Karma in the United States

By Todd Hanaburgh, Collegian columnist and T. James Hanaburgh

I believe that there is some truth to the principle of karma, its effects touching all beings and collectives, including nations. The United States of America is no exception.

There are many histories in the world and likewise, many here in the USA. We have all heard the beautiful and idealized history fed to us in our youth. Who can deny that we were all lied to about Christopher Columbus when we were children? Who can deny the sidestepping action of most middle school teachers avoiding the fact that many heroes of the American Revolution were slave owners, and thus were not fighting for the freedom of all, but for the freedom of only some men?

We often forget the genocidal actions of our own government during the so-called Indian War, an active military campaign that lasted roughly 100 years and was followed by the systematic encampment and forced movement of hundreds of thousands of people.

A frenzy of nationalism broke out as the United States proclaimed a “Manifest Destiny” of extending her borders “from sea to shining sea.” Through war, genocide, chance, opportunity and deceit we obtained our objective. Our nation was built on the backs of slaves treading upon stolen land. We are a nation founded by profit and materialism. That is the ugly side of U.S. history in a nutshell. This is what some may call an “alternative history,” yet it is more accurate than the idealized history Americans are taught in primary and secondary schools across the nation. We must take the good with the bad in any effective introspective.

Both the United States and Canada had “Internment Camps” where citizens of Japanese origin were sent during WWII, their Constitutional Rights abridged and rescinded with no reparations made. White Americans, to draw another WWII parallel, have also mistreated black Americans in the South.
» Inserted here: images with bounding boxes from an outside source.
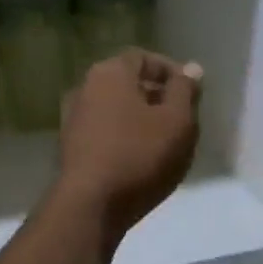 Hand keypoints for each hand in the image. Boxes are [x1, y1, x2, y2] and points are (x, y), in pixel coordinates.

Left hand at [57, 49, 202, 239]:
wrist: (90, 205)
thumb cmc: (139, 155)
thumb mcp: (177, 121)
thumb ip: (185, 90)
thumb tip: (191, 68)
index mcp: (109, 72)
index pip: (143, 58)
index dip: (170, 71)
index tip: (191, 93)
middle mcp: (85, 87)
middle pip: (127, 82)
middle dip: (156, 96)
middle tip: (182, 119)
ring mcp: (73, 117)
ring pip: (115, 108)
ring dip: (140, 119)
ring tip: (165, 142)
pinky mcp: (70, 146)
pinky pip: (104, 130)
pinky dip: (124, 136)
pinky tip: (141, 159)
The victors of any battle are the ones who write history. They spin it to serve their interests. Our nation is no different. If we admit our wrongs, then we must also be held accountable, and accountability is not easy to live with. Therefore, some things must be swept under the rug. But karma is not so easily avoided; for every action there must be an equal and opposite reaction, and to maintain balance, energy is neither created nor destroyed. Karma keeps working whether we admit our wrongs or not.

This leaves us in a very difficult position. It is not always easy to do the right thing. It is not always easy to discern what the right thing is. For example, it is too late to give the land back to the Native Americans, we can’t go back to our proper homelands, we cannot raise the dead, nor can we turn back time. There is no possible repayment for the wrongs we as a nation have inflicted upon our own people, much less the rest of the world. However, we may start to improve the future by becoming more conscious and careful of our actions.
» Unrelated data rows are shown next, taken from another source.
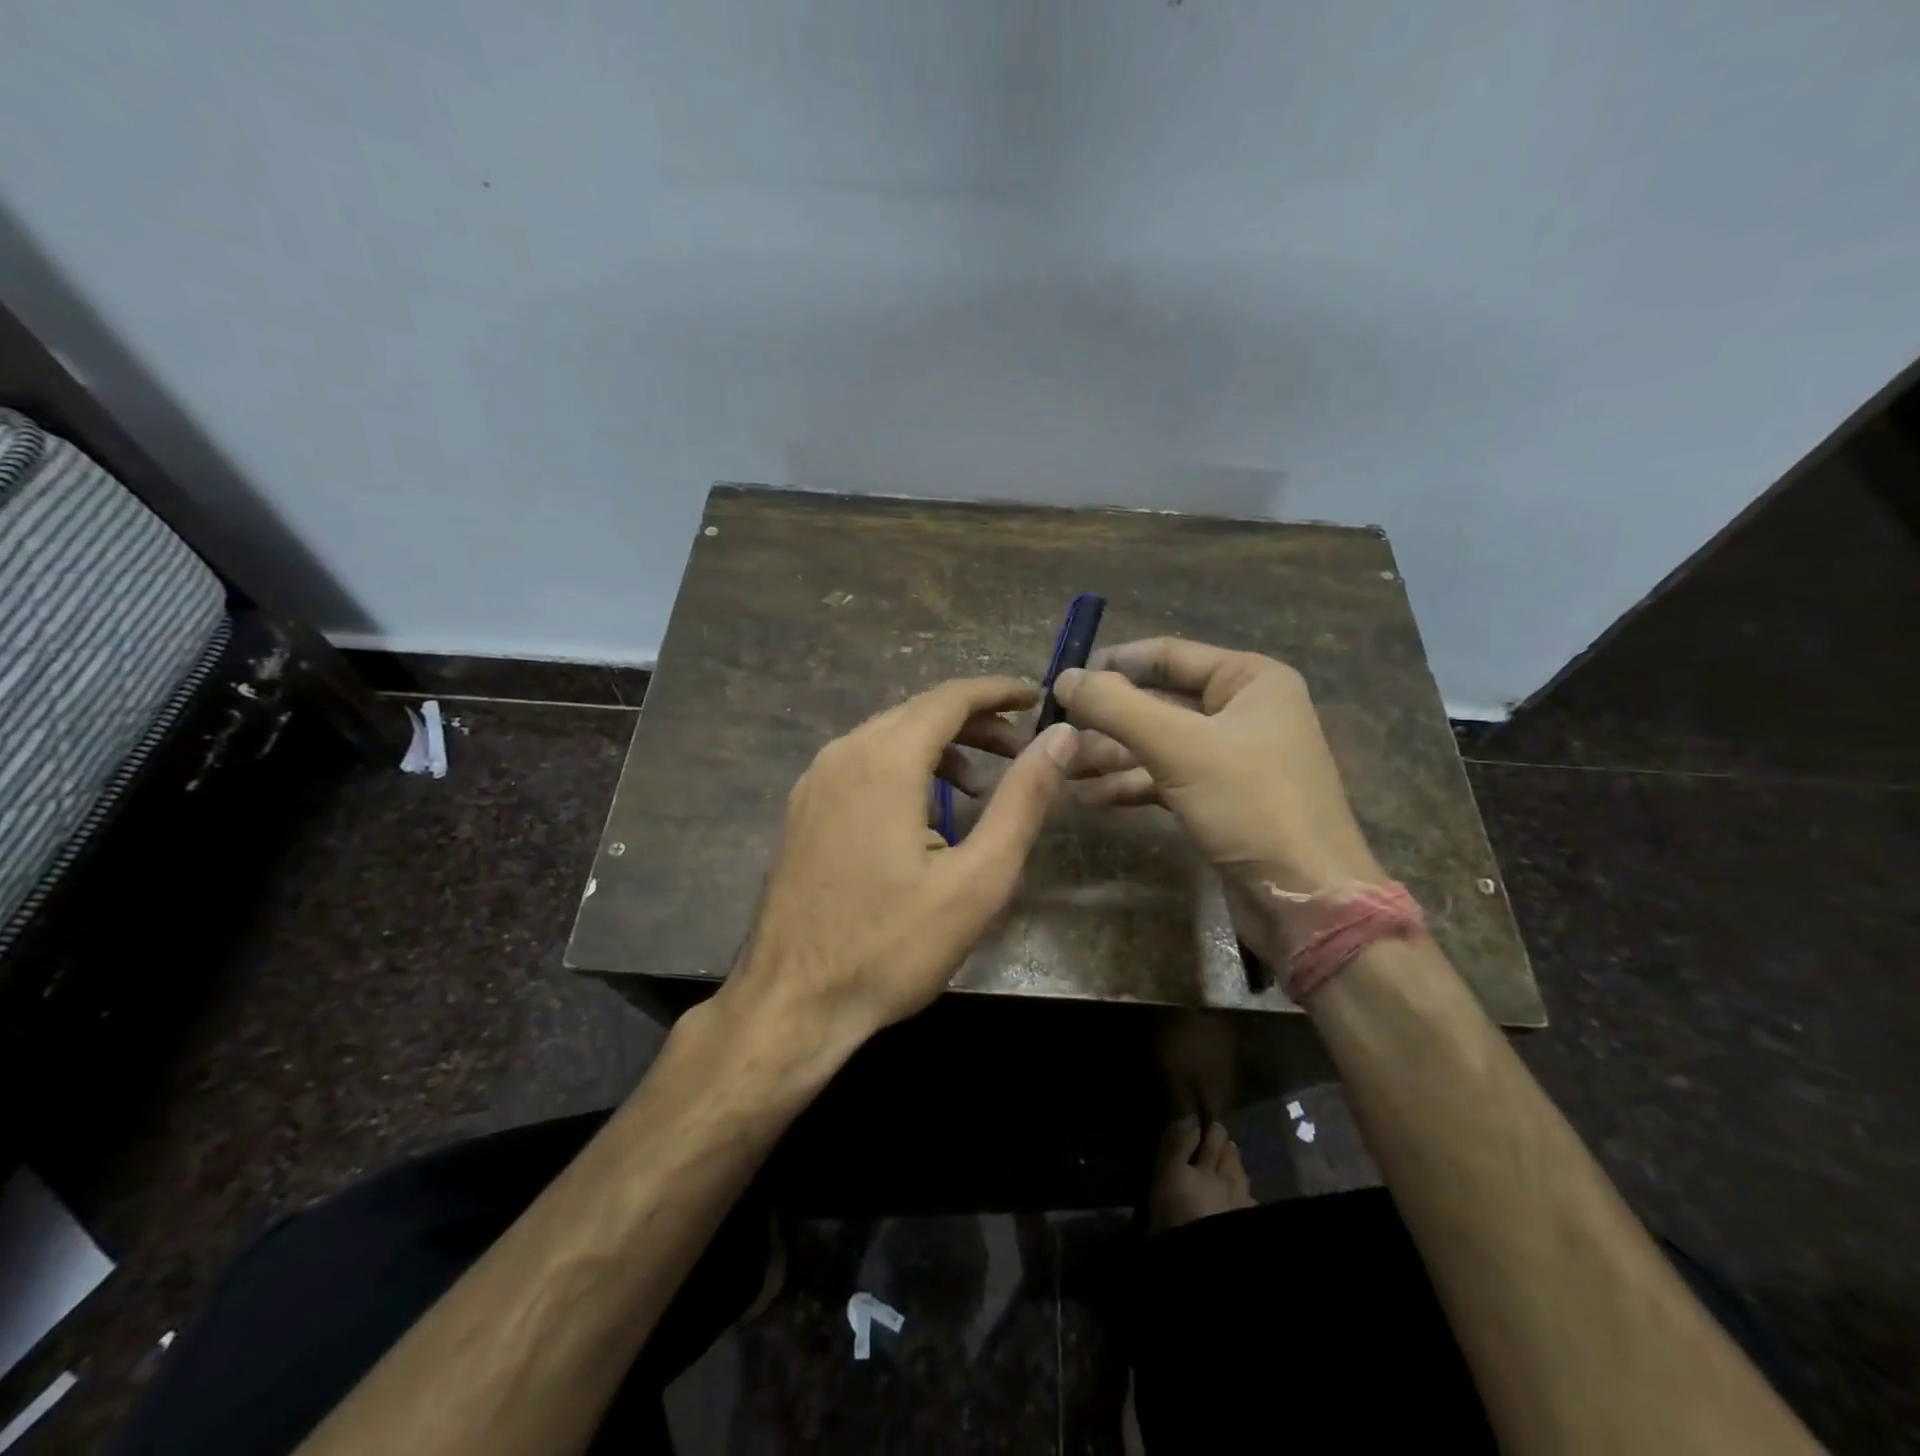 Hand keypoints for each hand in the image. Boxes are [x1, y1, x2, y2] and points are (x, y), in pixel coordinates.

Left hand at [724, 677, 1077, 1048]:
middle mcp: (842, 754)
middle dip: (974, 723)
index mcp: (883, 761)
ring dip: (939, 747)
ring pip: (887, 737)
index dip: (997, 692)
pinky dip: (904, 769)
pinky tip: (924, 814)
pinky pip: (861, 765)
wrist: (792, 1003)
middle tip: (1021, 750)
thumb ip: (1022, 801)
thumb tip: (1061, 739)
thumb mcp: (977, 879)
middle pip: (918, 712)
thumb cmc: (891, 946)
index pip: (949, 698)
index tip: (1036, 698)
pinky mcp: (803, 810)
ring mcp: (814, 782)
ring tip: (979, 787)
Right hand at [1053, 636, 1381, 913]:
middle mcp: (1242, 710)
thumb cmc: (1251, 806)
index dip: (1112, 665)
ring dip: (1110, 755)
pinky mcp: (1221, 797)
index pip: (1166, 654)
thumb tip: (1064, 678)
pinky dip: (1130, 785)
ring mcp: (1232, 756)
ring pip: (1157, 743)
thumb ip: (1116, 707)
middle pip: (1158, 700)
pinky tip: (1091, 797)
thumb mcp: (1178, 748)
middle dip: (1106, 719)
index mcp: (1249, 679)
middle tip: (1055, 734)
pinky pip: (1165, 777)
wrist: (1306, 901)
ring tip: (1063, 770)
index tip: (1061, 682)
Reverend Doctor Martin Luther King Jr. said, “We must rapidly begin to shift from a thing-oriented society to a person-oriented society. When machines and computers, profit motives and property rights are considered more important than people, the giant triplets of racism, materialism and militarism are incapable of being conquered.”

It is this very issue that is at the core of our problems as a nation today. We value things more than people, we outsource good jobs in the name of profit and we force children, in Indonesia for example, to labor 15 hours per day manufacturing whatever’s hot on eBay. We get up in the morning, we go to work (where most of us produce nothing of use), and we get home to watch T.V. and program our minds. We invade nations over rumors or lies; we bomb buildings and make terror so that we can feel safer at home. As of this moment, we deserve everything we have coming to us.